Louisiana to require Ten Commandments in every classroom

All public schools will be required to display the Ten Commandments under a new law.

Louisiana has become the first state to require the display of the Ten Commandments in every public school classroom following the signing of a bill by Republican Gov. Jeff Landry.

The legislation mandates a poster-sized display of the Ten Commandments in large, easily readable font, to be placed in all public classrooms from kindergarten to state-funded universities.


The big picture: While opponents question the law’s constitutionality and foresee potential lawsuits, proponents argue that the mandate is not purely religious but has historical significance, describing the Commandments as foundational documents of state and national government.

  • The displays, accompanied by a four-paragraph context statement highlighting the Commandments’ historical presence in American public education, must be in place in classrooms by the beginning of 2025, funded through donations without the use of state funds.
  • The new law in Louisiana also mentions the authorization (but not the requirement) of displaying the Mayflower Compact, Declaration of Independence, and the Northwest Ordinance in K-12 public schools.

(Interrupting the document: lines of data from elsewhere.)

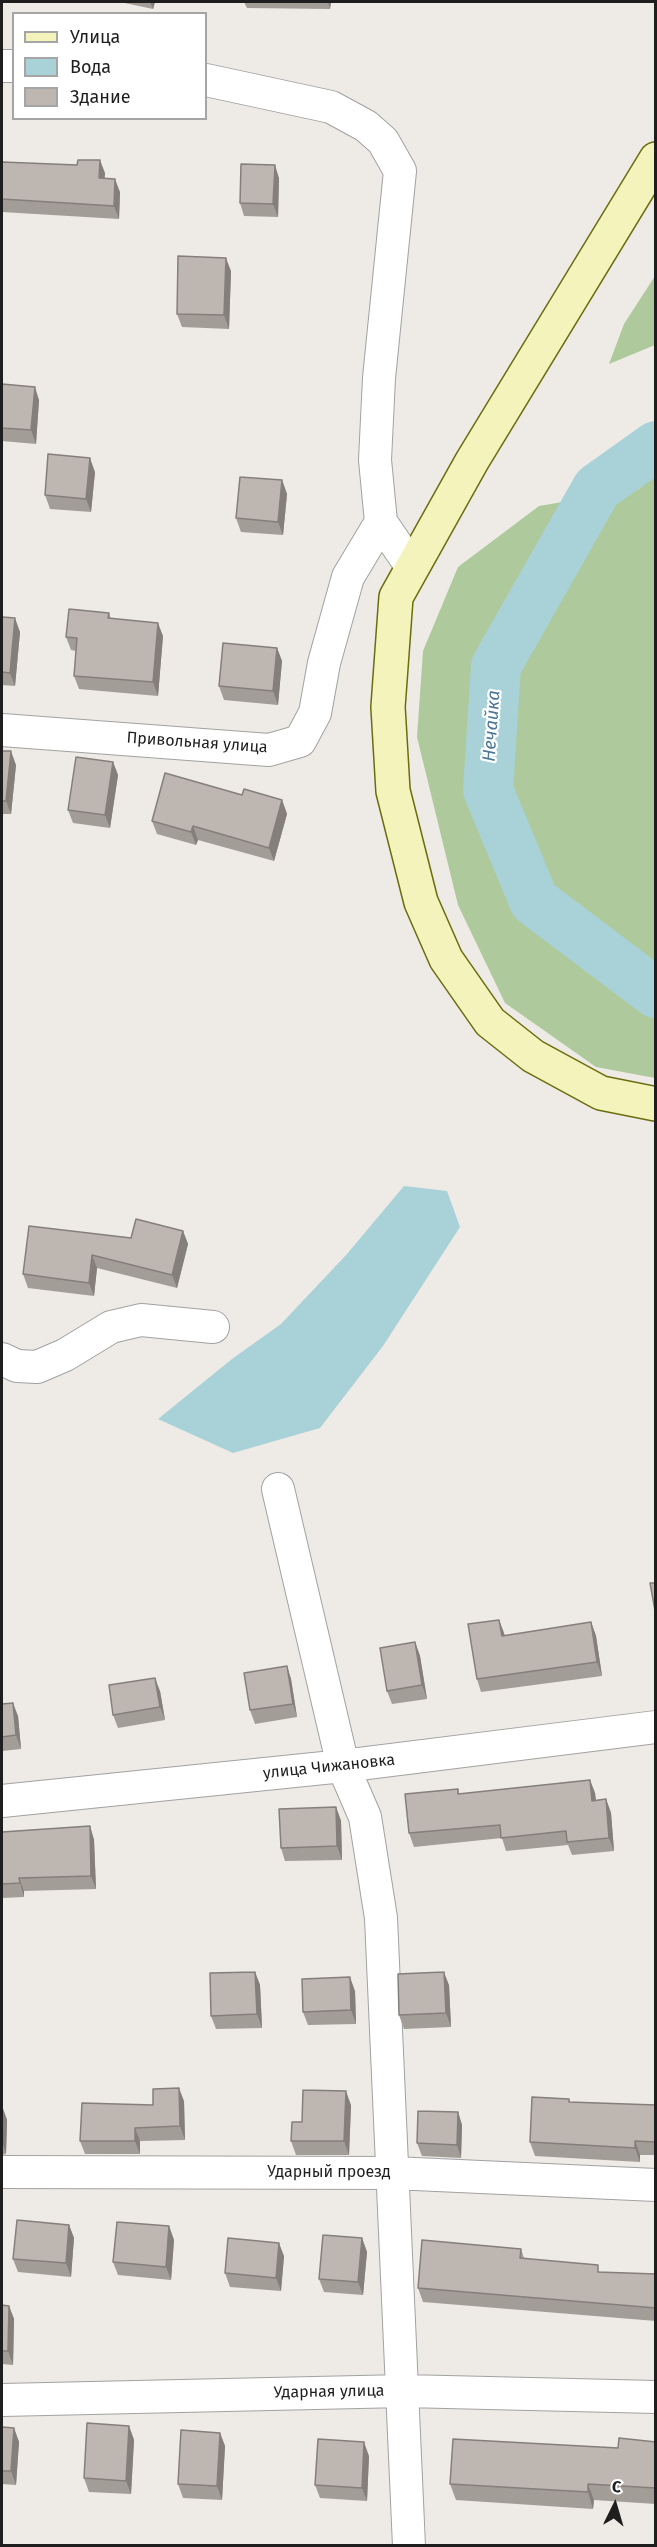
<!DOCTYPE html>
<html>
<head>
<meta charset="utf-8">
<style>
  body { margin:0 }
  #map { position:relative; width:657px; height:2547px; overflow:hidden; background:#eeeae5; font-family:"Fira Sans",sans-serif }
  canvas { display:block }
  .frame { position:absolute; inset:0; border:3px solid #1e1e1e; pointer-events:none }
  .legend { position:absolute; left:12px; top:12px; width:195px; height:108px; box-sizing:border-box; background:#fff; border:2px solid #a5a5a5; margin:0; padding:8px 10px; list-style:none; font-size:18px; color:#1e1e1e }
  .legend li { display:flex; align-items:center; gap:12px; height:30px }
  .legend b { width:30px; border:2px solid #a5a5a5 }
  .north { position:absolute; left:585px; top:2475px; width:60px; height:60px; -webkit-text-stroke:4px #fff; paint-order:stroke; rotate:5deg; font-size:16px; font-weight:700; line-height:24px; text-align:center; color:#1e1e1e }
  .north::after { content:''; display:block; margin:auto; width:21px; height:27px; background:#1e1e1e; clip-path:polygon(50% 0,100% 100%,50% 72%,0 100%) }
</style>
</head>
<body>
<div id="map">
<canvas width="657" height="2547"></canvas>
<div class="frame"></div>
<ul class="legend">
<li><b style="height:8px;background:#f4f3bc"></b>Улица</li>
<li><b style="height:16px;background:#a8d2d8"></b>Вода</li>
<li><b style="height:16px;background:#beb6b1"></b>Здание</li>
</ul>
<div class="north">С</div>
</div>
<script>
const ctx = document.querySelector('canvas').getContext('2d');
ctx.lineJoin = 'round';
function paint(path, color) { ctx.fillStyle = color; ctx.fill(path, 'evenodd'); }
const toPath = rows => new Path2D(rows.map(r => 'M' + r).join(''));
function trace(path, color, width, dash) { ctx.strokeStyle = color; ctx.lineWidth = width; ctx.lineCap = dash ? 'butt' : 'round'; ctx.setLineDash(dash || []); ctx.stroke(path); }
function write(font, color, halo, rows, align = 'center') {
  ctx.font = font + ' "Fira Sans",sans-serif'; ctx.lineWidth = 4.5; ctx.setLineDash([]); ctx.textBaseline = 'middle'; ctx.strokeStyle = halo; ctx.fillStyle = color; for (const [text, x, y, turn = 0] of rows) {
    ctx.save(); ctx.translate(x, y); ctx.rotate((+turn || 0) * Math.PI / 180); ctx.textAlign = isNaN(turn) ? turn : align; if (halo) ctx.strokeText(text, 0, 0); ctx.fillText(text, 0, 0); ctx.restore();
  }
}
const forest = toPath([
  [655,276,655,345,609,364,624,324],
  [655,474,655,1078,596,1067,505,1003,458,905,417,737,423,651,458,567,539,506,639,489]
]);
const water = toPath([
  [404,1186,447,1191,460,1227,383,1346,320,1428,233,1453,158,1419,232,1359,281,1324,347,1254]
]);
const river = toPath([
  [656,446,597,488,496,666,488,790,534,901,656,993]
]);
const street = toPath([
  [2,66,14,66],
  [206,80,331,107,366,126,383,141,400,171,379,378,375,460,381,522,411,566],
  [2,730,269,750,300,741,315,713,324,663,348,577,381,522],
  [2,1359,17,1366,37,1367,65,1355,111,1327,141,1320,213,1327],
  [278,1489,343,1766,365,1817,381,1918,409,2546],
  [2,1801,343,1766,656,1727],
  [2,2172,393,2173,656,2185],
  [2,2400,404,2391,656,2397]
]);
const secondary = toPath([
  [656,159,472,461,396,597,388,707,393,791,421,902,446,959,490,1022,533,1056,601,1093,656,1104]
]);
const wall = toPath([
  [51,2,79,2,79,3],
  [120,2,155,2,153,9],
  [244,2,331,2,330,9,247,8],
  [2,162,105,173,104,178,120,192,119,219,2,212],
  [279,178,278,217,244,216,240,203],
  [231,271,229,329,182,327,177,314],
  [2,384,39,400,36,444,2,441],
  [95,472,91,512,50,509,45,495],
  [282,480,287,494,283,535,241,532,236,518],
  [109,613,111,619,163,636,158,696,79,689,74,676,76,651,71,650,66,637],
  [2,617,20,632,15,686,2,685],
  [277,648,282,661,278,705,224,700,219,686],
  [2,751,16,765,11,814,2,814],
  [113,762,118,775,110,828,73,823,68,810],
  [242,795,282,800,287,814,274,861,198,840,196,845,157,834,152,821],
  [183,1231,188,1244,177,1288,97,1268,94,1296,28,1288,23,1274,131,1238],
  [499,1620,505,1636,591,1622,596,1636,602,1676,481,1692,477,1679],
  [415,1642,420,1656,427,1699,392,1704,387,1691],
  [287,1666,291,1679,297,1717,255,1724,250,1710],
  [160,1691,165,1720,118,1728,113,1715],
  [2,1704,18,1716,21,1749,2,1751],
  [590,1780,595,1793,596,1800,606,1799,611,1813,614,1851,572,1855,568,1845,506,1851,502,1838,414,1847,409,1833,458,1789,459,1794],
  [336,1807,341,1821,342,1860,285,1861,281,1848],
  [90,1826,94,1840,96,1889,24,1891,24,1897,2,1898,2,1832],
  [255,1972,260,1985,262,2028,216,2029,211,2016],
  [449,1985,451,2027,404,2029,399,2015],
  [355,1991,356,2024,308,2025,303,2012],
  [569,2099,570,2102,656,2105,656,2155,640,2155,640,2162,535,2156,530,2142],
  [184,2101,185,2140,140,2141,140,2154,85,2154,80,2141,153,2105],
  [351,2105,349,2155,296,2155,291,2141,302,2122],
  [2,2106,7,2120,6,2154,2,2155],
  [458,2112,462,2125,461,2158,422,2156,417,2143],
  [69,2225,74,2238,71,2277,18,2272,13,2259],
  [169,2226,174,2240,171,2280,118,2275,113,2262],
  [362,2238,367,2252,363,2295,324,2292,319,2279],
  [521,2249,524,2258,601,2272,656,2274,656,2321,423,2302,418,2288],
  [284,2256,281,2291,230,2287,225,2273],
  [2,2305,9,2306,14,2319,13,2365,2,2364],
  [129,2426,134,2440,131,2494,89,2492,84,2478],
  [2,2427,14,2428,19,2442,16,2485,2,2484],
  [220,2433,225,2446,222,2500,183,2498,178,2484],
  [656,2442,656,2504,594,2500,593,2509,456,2500,450,2484,618,2448],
  [369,2456,367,2501,320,2498,315,2485]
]);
const shadedWall = toPath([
  [150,2,155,2,153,9],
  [328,2,331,2,330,9],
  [100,160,105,173,104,192,99,178],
  [275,165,279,178,278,217,273,204],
  [115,179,120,192,119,219,114,206],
  [226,258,231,271,229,329,224,315],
  [35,387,39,400,36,444,31,430],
  [90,458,95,472,91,512,86,499],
  [282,480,287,494,283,535,278,522],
  [15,618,20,632,15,686,10,673],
  [158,623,163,636,158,696,153,682],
  [277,648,282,661,278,705,273,691],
  [11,751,16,765,11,814,6,801],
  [113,762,118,775,110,828,105,815],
  [282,800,287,814,274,861,269,848],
  [193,826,198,840,196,845,191,832],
  [183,1231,188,1244,177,1288,172,1275],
  [92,1255,97,1268,94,1296,89,1283],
  [499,1620,504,1633,507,1650,502,1636],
  [591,1622,596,1636,602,1676,597,1662],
  [415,1642,420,1656,427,1699,422,1685],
  [287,1666,291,1679,297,1717,293,1704],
  [155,1678,160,1691,165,1720,160,1707],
  [13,1703,18,1716,21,1749,16,1735],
  [590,1780,595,1793,597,1814,592,1801],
  [606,1799,611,1813,614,1851,609,1838],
  [336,1807,341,1821,342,1860,337,1846],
  [90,1826,94,1840,96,1889,91,1876],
  [19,1878,24,1891,24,1897,20,1883],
  [255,1972,260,1985,262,2028,257,2014],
  [444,1972,449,1985,451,2027,446,2013],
  [350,1977,355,1991,356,2024,351,2010],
  [179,2088,184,2101,185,2140,180,2126],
  [346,2091,351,2105,349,2155,344,2141],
  [2,2106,7,2120,6,2154,2,2141],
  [458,2112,462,2125,461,2158,457,2145],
  [135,2128,140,2141,140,2154,135,2141],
  [635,2141,640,2155,640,2162,635,2148],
  [69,2225,74,2238,71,2277,66,2263],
  [169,2226,174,2240,171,2280,166,2267],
  [362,2238,367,2252,363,2295,358,2282],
  [279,2243,284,2256,281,2291,276,2278],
  [9,2306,14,2319,13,2365,8,2351],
  [129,2426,134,2440,131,2494,126,2481],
  [14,2428,19,2442,16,2485,11,2471],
  [220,2433,225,2446,222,2500,217,2486],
  [364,2442,369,2456,367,2501,362,2488],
  [588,2484,594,2500,593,2509,588,2492]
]);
const building = toPath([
  [78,160,100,160,99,178,115,179,114,206,2,199,2,162,77,165,78,160],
  [241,164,275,165,273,204,240,203,241,164],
  [178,256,226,258,224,315,177,314,178,256],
  [2,384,35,387,31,430,2,428,2,384],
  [48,454,90,458,86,499,45,495,48,454],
  [240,477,282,480,278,522,236,518,240,477],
  [69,609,109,613,108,618,158,623,153,682,74,676,77,638,66,637,69,609],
  [2,617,15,618,10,673,2,672,2,617],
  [223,643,277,648,273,691,219,686,223,643],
  [2,751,11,751,6,801,2,801,2,751],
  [76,757,113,762,105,815,68,810,76,757],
  [165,773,242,795,244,789,282,800,269,848,193,826,191,832,152,821,165,773],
  [136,1219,183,1231,172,1275,92,1255,89,1283,23,1274,29,1226,131,1238,136,1219],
  [650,1583,656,1583,656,1616,650,1583],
  [499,1620,502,1636,591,1622,597,1662,477,1679,468,1624,499,1620],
  [415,1642,422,1685,387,1691,380,1648,415,1642],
  [287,1666,293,1704,250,1710,244,1673,287,1666],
  [155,1678,160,1707,113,1715,109,1685,155,1678],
  [13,1703,16,1735,2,1737,2,1704,13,1703],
  [590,1780,592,1801,606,1799,609,1838,567,1842,566,1831,501,1838,500,1825,409,1833,405,1794,458,1789,458,1794,590,1780],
  [336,1807,337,1846,281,1848,279,1809,336,1807],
  [90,1826,91,1876,19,1878,20,1883,2,1884,2,1832,90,1826],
  [255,1972,257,2014,211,2016,210,1973,255,1972],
  [444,1972,446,2013,399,2015,398,1974,444,1972],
  [350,1977,351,2010,303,2012,302,1979,350,1977],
  [179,2088,180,2126,135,2128,135,2141,80,2141,82,2103,153,2105,153,2089,179,2088],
  [303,2090,346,2091,344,2141,291,2141,292,2122,302,2122,303,2090],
  [532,2097,569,2099,569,2102,656,2105,656,2142,635,2141,635,2148,530,2142,532,2097],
  [418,2111,458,2112,457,2145,417,2143,418,2111],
  [17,2220,69,2225,66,2263,13,2259,17,2220],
  [117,2222,169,2226,166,2267,113,2262,117,2222],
  [323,2235,362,2238,358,2282,319,2279,323,2235],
  [228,2238,279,2243,276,2278,225,2273,228,2238],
  [422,2240,521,2249,520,2258,598,2265,598,2272,656,2274,656,2308,418,2288,422,2240],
  [2,2305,9,2306,8,2351,2,2351,2,2305],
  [87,2423,129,2426,126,2481,84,2478,87,2423],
  [2,2427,14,2428,11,2471,2,2471,2,2427],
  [181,2430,220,2433,217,2486,178,2484,181,2430],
  [619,2438,656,2442,656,2488,588,2484,588,2492,450,2484,453,2439,618,2448,619,2438],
  [318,2439,364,2442,362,2488,315,2485,318,2439]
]);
const streetNames = [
  ["Привольная улица",197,743,4],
  ["улица Чижановка",329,1767,-6],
  ["Ударный проезд",329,2173],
  ["Ударная улица",329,2392,-1]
];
const waterNames = [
  ["Нечайка",492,726,-86]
];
paint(forest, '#aeca9c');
paint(water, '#a8d2d8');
trace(river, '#a8d2d8', 50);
trace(street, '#a2a2a2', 34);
trace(secondary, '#6a6d0d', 36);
trace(street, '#fff', 32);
trace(secondary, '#f4f3bc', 33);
paint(wall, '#a39d98');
paint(shadedWall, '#857f7c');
paint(building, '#beb6b1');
trace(building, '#857f7c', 1.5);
write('16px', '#1e1e1e', '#fff', streetNames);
write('italic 18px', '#4c7897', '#fff', waterNames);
</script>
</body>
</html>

Elsewhere: Other states like Texas, Oklahoma, and Utah have proposed similar bills requiring the display of the Ten Commandments in classrooms, but Louisiana is the first to succeed in making it law despite previous legal battles over the issue.

Go deeper: Past legal challenges over displaying the Ten Commandments in classrooms include a 1980 U.S. Supreme Court ruling that deemed a similar Kentucky law unconstitutional for violating the establishment clause of the U.S. Constitution.

  • The controversial law in Louisiana, a state known for its conservative values, comes as part of a new era of conservative leadership under Gov. Landry, following a change in leadership from a two-term Democratic governor to a Republican.